Families that live within 130 percent and 185 percent of the federal poverty level ($19,090 for a family of three) are most vulnerable to "recurrent ups and downs" in their income, the report said.
People are eligible for Medicaid if their income is less than 139 percent of the federal poverty level. There are subsidized programs for low-income families with income that is too high for Medicaid, including Family Health Plus and Child Health Plus.
The coalition represents 10 plans that serve 2.8 million people -- roughly 75 percent of enrollees in Medicaid managed care, Family Health Plus and Child Health Plus.
Cuomo issued an executive order because the GOP-led Senate would not agree to legislation to create the exchange. The federal government will set up the exchanges for states that haven't made significant progress by early next year.
The U.S. Supreme Court recently heard arguments in a lawsuit challenging the Affordable Care Act. It has not issued a decision yet.
Tuesday's report recommends a series of changes that would reduce the likelihood of people losing coverage, said David Sandman, senior vice president of the Health Foundation.

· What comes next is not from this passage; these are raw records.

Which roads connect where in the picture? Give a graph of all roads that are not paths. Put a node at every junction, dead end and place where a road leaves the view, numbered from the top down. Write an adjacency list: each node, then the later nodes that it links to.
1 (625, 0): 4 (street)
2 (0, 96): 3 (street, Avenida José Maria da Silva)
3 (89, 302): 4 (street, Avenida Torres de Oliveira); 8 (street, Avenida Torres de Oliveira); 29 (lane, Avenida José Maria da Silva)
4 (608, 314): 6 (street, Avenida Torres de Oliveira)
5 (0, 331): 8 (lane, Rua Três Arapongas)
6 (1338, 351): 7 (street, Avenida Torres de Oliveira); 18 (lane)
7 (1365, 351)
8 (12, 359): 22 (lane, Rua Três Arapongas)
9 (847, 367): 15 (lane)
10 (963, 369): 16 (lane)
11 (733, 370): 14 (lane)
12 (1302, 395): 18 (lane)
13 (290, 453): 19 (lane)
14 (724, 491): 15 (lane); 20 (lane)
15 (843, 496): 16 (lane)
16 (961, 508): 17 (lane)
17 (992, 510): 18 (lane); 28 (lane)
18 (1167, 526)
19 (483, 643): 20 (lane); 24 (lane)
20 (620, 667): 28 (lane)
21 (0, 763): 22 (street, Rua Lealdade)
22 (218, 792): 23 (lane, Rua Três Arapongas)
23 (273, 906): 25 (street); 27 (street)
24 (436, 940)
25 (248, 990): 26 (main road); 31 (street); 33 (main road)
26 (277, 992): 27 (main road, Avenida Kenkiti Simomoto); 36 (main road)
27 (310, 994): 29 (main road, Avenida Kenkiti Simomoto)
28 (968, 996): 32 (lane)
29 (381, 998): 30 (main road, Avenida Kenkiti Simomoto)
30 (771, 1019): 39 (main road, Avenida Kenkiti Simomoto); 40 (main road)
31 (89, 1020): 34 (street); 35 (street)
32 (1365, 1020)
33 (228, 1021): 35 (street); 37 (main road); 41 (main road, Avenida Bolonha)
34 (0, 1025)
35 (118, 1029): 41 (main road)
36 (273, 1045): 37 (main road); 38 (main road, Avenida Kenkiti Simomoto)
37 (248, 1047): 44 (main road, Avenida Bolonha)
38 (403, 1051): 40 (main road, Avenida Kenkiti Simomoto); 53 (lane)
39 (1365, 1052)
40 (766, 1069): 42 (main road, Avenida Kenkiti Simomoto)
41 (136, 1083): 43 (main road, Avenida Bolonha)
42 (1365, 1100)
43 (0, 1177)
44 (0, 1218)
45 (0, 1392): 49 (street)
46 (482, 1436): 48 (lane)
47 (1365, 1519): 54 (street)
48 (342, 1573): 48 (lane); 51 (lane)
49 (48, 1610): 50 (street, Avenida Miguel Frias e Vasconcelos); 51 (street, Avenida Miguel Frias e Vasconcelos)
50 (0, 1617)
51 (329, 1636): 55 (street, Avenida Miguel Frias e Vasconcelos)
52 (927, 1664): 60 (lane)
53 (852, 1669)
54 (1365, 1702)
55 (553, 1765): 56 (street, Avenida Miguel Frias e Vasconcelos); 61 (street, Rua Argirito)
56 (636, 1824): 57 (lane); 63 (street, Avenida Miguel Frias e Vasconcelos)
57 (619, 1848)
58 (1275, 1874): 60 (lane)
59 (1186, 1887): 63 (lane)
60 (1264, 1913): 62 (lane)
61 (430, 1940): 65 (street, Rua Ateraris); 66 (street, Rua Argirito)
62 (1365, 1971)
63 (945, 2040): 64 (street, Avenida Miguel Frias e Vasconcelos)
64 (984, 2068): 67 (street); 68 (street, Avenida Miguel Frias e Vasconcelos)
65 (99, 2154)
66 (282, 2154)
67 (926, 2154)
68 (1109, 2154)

"State officials absolutely do understand the issue and they've made it very clear that continuity and seamlessness are key parts of the coverage strategy," he said.
One of the proposals is for the state to create simple methods for reporting a change in income and finding out whether it affects eligibility.
The state could extend eligibility for Medicaid and Child Health Plus members who are transitioning to coverage in a health plan through the exchange so there wouldn't be a lapse, the study said.
"I think this is exactly the kind of analysis we need that will help the Department of Health as it moves forward in creating the exchange," said Elisabeth Benjamin, vice president of health initiatives for the Community Service Society in New York City.
There are a million "micro details" that state officials have to decide, she said.
The state loses a large chunk of people on public-insurance programs because annual recertification is so complicated, Benjamin said. Purchasing private coverage is difficult. The exchange will be a centralized venue for everyone, she said.
"The promise of health reform is they're setting up all these standardized health systems," she said. "The exchange is the medium for delivering those standardized health plans.
The exchange is expected to reduce the cost of insurance for individuals and small businesses because the risk will be spread out over a larger universe of people, Benjamin said.
"It's buying at wholesale instead of retail," she said.